• lundi 25 mai 2026

Indemnités de rupture de contrat : ce qu'il faut savoir

Comprendre les Indemnités de Rupture de Contrat

À la fin de votre contrat de travail, vous pouvez recevoir une somme significative, souvent appelée indemnité. Cela peut inclure une indemnité compensatrice de préavis, des congés payés non pris ou une indemnité de fin de mission d'intérim. Bien que vous deviez déclarer ces montants dans vos revenus, ils ne sont pas toujours imposables.

Règles Fiscales sur les Indemnités

Que ce soit en cas de démission, de retraite, de licenciement ou de plan social, l'article 80 du Code général des impôts stipule que "toute indemnité versée lors de la rupture du contrat de travail constitue une rémunération imposable". L'impôt sur le revenu s'applique à tous les revenus issus d'une activité professionnelle, y compris les revenus dits "de remplacement".

Déclaration des Indemnités

Les indemnités de rupture conventionnelle collective, de licenciement, de précarité ou de non-concurrence doivent être déclarées à l'administration fiscale dans la rubrique "Traitements et salaires", ligne "Revenus d'activité connus" (cases 1AJ à 1DJ).

Exonération d'Impôt sur les Indemnités de Licenciement

Les indemnités de licenciement peuvent être partiellement exonérées d'impôt sur le revenu. Cette exonération s'applique si le montant ne dépasse pas l'indemnité légale de licenciement prévue par la loi ou la convention collective. Si vous recevez une indemnité supérieure, le montant ne doit pas excéder 50% de l'indemnité de rupture conventionnelle totale, dans la limite de six fois le plafond annuel de la sécurité sociale (288.360 euros en 2026) ou deux fois le montant de votre salaire brut annuel.

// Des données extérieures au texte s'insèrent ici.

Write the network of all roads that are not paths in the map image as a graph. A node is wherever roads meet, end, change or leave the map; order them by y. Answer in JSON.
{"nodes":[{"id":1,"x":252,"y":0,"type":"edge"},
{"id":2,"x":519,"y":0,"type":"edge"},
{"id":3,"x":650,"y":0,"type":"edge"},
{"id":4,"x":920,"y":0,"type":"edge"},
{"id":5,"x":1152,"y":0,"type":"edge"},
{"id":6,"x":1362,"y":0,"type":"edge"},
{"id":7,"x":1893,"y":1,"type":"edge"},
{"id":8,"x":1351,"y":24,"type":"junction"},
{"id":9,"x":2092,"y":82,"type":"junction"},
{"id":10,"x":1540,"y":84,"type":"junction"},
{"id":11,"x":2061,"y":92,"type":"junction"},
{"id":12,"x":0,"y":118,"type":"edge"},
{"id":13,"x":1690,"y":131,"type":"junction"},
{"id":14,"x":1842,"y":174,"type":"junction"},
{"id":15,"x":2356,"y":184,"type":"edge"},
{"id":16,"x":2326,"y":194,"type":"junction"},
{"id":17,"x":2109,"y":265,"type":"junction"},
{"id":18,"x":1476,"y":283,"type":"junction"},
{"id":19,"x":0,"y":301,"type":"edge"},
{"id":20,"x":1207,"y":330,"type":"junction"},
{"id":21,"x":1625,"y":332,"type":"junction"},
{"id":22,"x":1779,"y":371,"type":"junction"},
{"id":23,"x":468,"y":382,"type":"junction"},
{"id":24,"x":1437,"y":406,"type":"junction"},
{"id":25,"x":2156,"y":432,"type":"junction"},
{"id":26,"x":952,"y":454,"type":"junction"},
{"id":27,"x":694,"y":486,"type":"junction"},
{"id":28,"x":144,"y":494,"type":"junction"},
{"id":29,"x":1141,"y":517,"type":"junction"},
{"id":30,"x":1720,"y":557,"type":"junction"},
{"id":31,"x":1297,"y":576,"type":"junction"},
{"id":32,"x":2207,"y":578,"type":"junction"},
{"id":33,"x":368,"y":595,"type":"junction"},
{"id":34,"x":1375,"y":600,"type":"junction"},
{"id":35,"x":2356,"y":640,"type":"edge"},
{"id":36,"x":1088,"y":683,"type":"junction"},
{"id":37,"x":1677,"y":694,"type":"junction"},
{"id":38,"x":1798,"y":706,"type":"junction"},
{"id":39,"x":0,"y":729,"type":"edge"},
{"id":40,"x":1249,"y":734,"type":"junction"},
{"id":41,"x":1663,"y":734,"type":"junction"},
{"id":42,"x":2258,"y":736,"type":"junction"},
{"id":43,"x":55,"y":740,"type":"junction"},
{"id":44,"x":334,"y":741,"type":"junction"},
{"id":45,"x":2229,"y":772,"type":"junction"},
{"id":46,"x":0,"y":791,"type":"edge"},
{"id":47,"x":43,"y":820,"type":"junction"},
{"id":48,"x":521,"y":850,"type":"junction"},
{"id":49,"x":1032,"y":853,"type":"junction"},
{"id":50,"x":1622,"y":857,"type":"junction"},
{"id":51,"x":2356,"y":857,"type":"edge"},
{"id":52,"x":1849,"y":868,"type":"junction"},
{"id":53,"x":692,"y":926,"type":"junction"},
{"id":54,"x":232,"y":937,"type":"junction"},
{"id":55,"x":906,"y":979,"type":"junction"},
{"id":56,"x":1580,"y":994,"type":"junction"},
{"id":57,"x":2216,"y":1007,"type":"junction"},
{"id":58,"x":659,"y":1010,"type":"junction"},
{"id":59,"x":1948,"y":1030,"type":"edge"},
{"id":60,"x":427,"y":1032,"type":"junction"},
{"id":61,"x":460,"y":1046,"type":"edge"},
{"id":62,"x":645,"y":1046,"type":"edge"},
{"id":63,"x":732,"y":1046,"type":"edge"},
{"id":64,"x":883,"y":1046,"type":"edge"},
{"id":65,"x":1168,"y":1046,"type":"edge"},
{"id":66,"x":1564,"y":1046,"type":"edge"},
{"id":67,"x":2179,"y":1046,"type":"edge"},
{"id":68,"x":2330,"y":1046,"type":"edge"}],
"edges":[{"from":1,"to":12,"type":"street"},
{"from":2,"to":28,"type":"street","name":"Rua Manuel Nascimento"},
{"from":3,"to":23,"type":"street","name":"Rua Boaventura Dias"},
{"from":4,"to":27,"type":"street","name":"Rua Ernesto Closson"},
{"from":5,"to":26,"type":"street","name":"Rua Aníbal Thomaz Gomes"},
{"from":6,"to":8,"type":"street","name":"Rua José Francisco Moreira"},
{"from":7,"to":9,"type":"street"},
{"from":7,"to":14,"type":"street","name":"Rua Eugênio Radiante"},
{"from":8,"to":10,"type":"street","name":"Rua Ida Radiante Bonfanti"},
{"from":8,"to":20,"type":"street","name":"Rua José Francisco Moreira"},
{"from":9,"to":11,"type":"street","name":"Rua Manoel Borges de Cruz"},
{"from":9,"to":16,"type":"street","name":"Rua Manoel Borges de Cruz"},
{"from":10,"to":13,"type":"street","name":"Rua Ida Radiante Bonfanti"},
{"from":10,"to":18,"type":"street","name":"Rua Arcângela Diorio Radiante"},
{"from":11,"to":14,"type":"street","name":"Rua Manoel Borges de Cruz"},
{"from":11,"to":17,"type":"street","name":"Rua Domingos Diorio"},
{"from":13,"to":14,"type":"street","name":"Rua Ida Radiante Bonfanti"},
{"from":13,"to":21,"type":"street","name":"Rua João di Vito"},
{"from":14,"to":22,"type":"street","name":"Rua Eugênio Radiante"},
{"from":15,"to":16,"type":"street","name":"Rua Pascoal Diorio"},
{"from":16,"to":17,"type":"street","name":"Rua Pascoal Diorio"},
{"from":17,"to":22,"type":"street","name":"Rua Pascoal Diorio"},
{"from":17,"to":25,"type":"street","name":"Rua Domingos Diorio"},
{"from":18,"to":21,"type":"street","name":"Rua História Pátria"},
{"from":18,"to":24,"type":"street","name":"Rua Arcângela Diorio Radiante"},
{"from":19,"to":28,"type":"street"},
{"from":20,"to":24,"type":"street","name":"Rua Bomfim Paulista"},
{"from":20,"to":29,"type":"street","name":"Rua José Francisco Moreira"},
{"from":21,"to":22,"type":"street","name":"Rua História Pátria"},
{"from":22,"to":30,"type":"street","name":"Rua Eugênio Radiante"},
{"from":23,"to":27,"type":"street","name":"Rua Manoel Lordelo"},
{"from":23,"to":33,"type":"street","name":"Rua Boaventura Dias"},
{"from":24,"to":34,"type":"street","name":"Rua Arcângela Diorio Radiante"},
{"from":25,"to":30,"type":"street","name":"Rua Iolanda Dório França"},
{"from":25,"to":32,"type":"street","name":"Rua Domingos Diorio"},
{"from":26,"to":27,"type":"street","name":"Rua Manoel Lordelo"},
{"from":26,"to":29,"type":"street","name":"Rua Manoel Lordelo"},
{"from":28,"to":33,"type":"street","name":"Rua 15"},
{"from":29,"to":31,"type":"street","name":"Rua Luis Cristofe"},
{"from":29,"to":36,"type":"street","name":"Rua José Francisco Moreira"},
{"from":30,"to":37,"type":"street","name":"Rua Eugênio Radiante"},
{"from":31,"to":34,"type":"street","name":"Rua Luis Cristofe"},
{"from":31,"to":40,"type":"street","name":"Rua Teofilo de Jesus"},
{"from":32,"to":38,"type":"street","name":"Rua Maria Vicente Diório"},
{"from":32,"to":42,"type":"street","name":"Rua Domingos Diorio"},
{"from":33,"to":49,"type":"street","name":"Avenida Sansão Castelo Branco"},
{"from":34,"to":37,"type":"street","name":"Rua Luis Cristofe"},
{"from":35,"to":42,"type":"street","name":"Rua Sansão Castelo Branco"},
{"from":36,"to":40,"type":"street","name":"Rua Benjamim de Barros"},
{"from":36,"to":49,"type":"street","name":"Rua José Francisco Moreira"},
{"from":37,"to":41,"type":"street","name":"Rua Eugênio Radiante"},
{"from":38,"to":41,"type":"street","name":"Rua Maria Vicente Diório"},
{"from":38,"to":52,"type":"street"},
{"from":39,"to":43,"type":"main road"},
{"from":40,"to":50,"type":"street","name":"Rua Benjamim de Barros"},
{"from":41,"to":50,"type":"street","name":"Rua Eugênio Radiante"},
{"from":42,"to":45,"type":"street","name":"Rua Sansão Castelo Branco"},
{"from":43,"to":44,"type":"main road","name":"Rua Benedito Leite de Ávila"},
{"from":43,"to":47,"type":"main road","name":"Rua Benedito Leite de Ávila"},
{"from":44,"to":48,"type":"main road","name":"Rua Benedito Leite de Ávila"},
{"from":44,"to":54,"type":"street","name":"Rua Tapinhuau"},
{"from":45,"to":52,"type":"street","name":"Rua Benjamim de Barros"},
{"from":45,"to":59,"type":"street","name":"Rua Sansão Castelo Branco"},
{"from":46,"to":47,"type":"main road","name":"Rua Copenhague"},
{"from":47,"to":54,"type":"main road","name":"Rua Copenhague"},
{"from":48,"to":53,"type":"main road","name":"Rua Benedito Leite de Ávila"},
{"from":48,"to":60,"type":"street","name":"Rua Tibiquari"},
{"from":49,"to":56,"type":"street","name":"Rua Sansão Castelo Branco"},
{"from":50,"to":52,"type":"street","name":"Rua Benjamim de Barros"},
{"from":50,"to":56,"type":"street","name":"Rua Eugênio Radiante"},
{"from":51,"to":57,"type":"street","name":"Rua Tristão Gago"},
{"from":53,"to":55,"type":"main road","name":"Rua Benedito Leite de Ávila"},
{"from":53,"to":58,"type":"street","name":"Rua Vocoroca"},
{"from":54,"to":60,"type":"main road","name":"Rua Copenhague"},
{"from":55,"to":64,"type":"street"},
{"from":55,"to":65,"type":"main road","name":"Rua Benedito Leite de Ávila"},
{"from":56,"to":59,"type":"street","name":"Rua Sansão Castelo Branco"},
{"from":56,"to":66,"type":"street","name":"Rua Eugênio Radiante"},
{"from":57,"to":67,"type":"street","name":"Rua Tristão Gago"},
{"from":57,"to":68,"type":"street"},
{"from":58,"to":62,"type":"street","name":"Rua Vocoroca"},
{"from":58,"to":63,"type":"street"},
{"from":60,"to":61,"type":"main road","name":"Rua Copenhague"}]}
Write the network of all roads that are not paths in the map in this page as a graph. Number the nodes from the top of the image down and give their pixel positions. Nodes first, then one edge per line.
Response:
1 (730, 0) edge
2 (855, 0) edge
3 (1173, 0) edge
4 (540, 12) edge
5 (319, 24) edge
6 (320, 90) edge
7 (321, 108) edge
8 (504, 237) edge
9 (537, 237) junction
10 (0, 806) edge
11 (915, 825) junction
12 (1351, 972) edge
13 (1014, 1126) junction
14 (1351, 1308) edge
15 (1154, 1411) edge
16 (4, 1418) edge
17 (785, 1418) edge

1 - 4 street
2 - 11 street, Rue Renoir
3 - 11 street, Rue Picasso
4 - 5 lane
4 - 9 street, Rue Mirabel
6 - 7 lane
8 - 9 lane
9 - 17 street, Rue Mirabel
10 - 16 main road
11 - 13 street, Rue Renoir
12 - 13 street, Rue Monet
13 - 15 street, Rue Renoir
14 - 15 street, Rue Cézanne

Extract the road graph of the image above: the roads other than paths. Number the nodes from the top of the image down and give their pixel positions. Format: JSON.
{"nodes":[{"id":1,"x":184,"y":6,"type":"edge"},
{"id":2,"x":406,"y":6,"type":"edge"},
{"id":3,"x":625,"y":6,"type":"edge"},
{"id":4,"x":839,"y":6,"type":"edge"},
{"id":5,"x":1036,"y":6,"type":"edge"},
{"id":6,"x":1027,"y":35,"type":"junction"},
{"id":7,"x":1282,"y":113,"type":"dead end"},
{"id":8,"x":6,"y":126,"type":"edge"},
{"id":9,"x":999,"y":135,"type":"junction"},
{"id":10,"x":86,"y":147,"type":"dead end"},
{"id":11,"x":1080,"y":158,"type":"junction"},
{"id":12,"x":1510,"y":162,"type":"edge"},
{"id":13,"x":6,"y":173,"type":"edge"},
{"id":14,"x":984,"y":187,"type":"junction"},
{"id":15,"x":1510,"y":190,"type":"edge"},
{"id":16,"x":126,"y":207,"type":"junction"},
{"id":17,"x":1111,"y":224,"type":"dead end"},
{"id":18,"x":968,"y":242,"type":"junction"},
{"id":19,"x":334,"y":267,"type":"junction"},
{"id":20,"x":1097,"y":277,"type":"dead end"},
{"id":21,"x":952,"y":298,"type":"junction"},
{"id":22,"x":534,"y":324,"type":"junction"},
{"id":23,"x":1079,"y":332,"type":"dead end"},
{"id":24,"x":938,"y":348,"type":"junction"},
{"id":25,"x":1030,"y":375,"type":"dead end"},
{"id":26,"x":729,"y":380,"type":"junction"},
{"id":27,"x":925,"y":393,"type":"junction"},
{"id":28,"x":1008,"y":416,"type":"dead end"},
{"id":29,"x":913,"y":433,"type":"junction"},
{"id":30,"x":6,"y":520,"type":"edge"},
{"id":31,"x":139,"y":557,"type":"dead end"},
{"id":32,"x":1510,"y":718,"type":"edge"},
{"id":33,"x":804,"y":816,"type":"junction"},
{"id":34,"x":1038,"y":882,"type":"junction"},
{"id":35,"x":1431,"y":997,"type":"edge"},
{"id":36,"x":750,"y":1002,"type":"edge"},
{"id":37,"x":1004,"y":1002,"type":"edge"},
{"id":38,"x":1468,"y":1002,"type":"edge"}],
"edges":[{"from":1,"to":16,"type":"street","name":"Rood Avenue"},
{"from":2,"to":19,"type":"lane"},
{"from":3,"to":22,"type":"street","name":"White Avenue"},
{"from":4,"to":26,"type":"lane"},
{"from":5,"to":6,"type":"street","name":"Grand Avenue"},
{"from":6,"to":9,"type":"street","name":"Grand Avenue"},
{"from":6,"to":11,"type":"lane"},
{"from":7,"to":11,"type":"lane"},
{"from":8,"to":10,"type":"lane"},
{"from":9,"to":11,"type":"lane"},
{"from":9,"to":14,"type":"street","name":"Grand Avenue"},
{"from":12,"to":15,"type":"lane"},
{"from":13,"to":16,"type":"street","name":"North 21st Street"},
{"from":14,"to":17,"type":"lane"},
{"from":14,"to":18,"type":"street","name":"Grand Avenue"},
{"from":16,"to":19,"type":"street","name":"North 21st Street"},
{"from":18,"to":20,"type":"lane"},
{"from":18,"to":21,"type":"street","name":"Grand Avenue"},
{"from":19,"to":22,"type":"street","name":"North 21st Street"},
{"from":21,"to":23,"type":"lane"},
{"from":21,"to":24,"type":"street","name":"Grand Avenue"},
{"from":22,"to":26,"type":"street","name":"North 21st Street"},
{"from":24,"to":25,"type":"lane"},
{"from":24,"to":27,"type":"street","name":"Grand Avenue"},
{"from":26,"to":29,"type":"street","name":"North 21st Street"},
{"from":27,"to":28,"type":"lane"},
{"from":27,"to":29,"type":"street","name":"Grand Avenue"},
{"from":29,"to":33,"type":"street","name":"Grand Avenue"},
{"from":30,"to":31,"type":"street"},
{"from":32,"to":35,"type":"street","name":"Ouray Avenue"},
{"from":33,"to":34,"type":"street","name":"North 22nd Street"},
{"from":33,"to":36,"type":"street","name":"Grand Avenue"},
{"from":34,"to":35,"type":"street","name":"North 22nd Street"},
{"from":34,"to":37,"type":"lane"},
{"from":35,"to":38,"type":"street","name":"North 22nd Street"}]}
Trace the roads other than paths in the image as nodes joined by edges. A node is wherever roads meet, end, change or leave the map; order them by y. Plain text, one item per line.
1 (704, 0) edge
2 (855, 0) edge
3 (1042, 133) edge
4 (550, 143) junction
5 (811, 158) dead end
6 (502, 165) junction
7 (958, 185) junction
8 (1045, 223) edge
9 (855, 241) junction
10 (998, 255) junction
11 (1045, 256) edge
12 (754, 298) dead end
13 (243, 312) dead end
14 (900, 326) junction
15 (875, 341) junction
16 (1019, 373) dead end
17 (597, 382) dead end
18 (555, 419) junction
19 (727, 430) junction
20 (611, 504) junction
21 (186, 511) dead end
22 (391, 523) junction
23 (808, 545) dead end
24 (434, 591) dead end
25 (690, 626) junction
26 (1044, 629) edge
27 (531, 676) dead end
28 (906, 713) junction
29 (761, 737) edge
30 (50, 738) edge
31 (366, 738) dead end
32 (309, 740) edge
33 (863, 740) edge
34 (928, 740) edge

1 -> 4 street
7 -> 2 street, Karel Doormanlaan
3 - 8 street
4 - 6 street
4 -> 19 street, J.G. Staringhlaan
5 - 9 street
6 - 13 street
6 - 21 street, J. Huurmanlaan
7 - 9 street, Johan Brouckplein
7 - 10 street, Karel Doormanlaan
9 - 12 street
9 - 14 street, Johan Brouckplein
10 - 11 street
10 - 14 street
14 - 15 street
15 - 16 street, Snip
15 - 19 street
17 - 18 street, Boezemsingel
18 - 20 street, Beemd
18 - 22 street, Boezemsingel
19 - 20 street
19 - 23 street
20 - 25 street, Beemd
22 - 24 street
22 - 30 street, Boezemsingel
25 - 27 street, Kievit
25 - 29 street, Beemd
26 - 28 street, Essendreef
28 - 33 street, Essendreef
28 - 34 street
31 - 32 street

Exemple de Calcul d'Indemnité

Par exemple, si vous recevez une indemnité de licenciement de 120.000 euros, dont 70.000 euros correspondent à l'indemnité prévue par votre convention collective, et que votre salaire brut de l'année précédente est de 40.000 euros, l'exonération s'applique sur la somme prévue par la convention collective (70.000 euros). Ce montant est supérieur à 50% de l'indemnité perçue (120.000/2 = 60.000) mais inférieur au double de votre salaire brut annuel, soit 80.000 euros (40.000 x 2). L'indemnité est donc exonérée à hauteur de 80.000 euros.

Quotient pour Revenus Exceptionnels

Si ce revenu exceptionnel dépasse la moyenne de vos revenus imposables des trois années précédentes, vous pouvez demander à bénéficier du système du quotient (case 0XX de la déclaration annexe 2042C). Ce système consiste à ajouter le quart du revenu exceptionnel au revenu habituel, puis à multiplier par quatre le supplément d'impôt correspondant, permettant ainsi de diminuer l'effet de la progressivité de l'impôt.

Exonération Totale des Indemnités dans certains Cas

À noter que l'administration fiscale exonère en totalité les indemnités perçues dans le cadre d'un plan social ou de sauvegarde de l'emploi (PSE), après un accident du travail ou une maladie professionnelle, un licenciement considéré comme nul, ou une rupture conventionnelle collective.

Indemnités de Retraite et de Pré-retraite

Les indemnités versées lors d'un départ volontaire en retraite ou en préretraite sont exonérées d'impôts si elles proviennent de l'employeur. Cela inclut les PSE, les cessations anticipées d'activité dans le cadre du dispositif amiante ou de la préretraite-licenciement du Fonds national de l'emploi. En revanche, elles restent imposables en cas de départ volontaire, mais le montant correspondant à l'indemnité fixée par la loi ou la convention collective reste non imposable.

Limites d'Exonération

Si vous recevez un montant supérieur, le fisc impose les sommes excédant deux fois le montant de la rémunération brute perçue l'année précédant votre licenciement ou la moitié de l'indemnité de mise à la retraite. Les services fiscaux retiennent la solution la plus favorable pour vous. Attention, l'exonération se limite à un maximum de 235.500 euros pour les indemnités de mise à la retraite perçues en 2025, et à 240.300 euros en 2026.

Indemnités de Rupture Conventionnelle

Les indemnités de rupture conventionnelle individuelle restent soumises aux prélèvements sociaux (CSG et CRDS). Une exonération concerne les salaries qui perçoivent moins de deux fois le plafond annuel de la sécurité sociale en vigueur à la date du versement (94.200 euros pour 2025 ou 96.120 euros en 2026).